The key indicators to watch are business spending on equipment (Capex), incomes, jobs, and profits. Only a “surge higher” in these gauges can justify current asset prices. Results that are merely “less bad” will not suffice.
He expects global stock markets to test their March lows, and probably worse. The slide could last three months. “A move to new lows is highly likely,” he said.
Mr Janjuah, RBS’s chief credit strategist, has a loyal following in the City. He was one of the very few analysts to speak out early about the dangerous excesses of the credit bubble. He then made waves in the summer of 2008 by issuing a global crash alert, giving warning that a “very nasty period is soon to be upon us” as – indeed it was. Lehman Brothers and AIG imploded weeks later.

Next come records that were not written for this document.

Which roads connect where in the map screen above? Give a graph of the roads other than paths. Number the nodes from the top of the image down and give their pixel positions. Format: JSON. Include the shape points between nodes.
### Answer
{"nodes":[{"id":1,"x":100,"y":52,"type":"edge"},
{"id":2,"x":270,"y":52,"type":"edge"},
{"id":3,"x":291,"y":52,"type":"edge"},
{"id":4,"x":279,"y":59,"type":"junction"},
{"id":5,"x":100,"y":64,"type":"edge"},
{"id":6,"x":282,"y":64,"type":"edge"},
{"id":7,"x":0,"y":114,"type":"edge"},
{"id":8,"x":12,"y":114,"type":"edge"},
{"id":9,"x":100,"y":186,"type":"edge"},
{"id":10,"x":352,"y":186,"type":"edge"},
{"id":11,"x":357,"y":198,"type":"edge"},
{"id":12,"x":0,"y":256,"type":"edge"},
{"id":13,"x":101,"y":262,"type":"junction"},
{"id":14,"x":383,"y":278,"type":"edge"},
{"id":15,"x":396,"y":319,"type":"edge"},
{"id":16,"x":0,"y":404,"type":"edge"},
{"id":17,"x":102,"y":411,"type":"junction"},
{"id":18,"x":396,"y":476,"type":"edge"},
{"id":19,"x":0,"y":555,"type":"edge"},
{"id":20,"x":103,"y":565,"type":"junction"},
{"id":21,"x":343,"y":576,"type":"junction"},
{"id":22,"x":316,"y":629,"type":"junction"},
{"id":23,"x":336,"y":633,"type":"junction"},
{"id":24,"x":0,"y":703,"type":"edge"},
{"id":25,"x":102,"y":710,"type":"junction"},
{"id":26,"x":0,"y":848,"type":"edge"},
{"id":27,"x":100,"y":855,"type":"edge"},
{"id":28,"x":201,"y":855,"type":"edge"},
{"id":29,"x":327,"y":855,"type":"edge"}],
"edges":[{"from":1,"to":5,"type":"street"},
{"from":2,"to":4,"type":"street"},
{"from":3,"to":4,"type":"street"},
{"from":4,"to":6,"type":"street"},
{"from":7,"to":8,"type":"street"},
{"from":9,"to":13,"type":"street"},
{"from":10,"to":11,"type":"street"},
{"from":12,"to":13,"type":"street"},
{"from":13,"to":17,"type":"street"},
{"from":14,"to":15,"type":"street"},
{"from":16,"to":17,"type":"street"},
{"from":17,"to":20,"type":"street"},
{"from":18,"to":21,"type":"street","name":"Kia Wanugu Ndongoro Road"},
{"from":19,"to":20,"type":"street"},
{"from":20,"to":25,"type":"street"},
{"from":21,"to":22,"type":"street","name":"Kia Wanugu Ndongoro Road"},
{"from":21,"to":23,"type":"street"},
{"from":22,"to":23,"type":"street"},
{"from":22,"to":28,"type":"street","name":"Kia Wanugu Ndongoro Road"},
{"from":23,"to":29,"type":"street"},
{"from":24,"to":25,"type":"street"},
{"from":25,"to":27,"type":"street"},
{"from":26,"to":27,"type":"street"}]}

This time he expects the S&P 500 index of US equities to reach the “mid 500s”, almost halving from current levels near 1000. Such a fall would take London’s FTSE 100 to around 2,500. The iTraxx Crossover index measuring spreads on low-grade European debt will double to 1250. …
The elephant in the room is the spiralling public debt as private losses are shifted on to the taxpayer, especially in Britain and America. “Ask yourself this: who bails out Government after they have bailed out everyone?”
Mr Janjuah said governments might put off the day of reckoning into the middle of next year if they resort to another shot of stimulus, but that would store yet further problems. “If what I fear plays out then I will have to concede that the lunatics who ran the asylum pretty much into the ground last year are back in control.”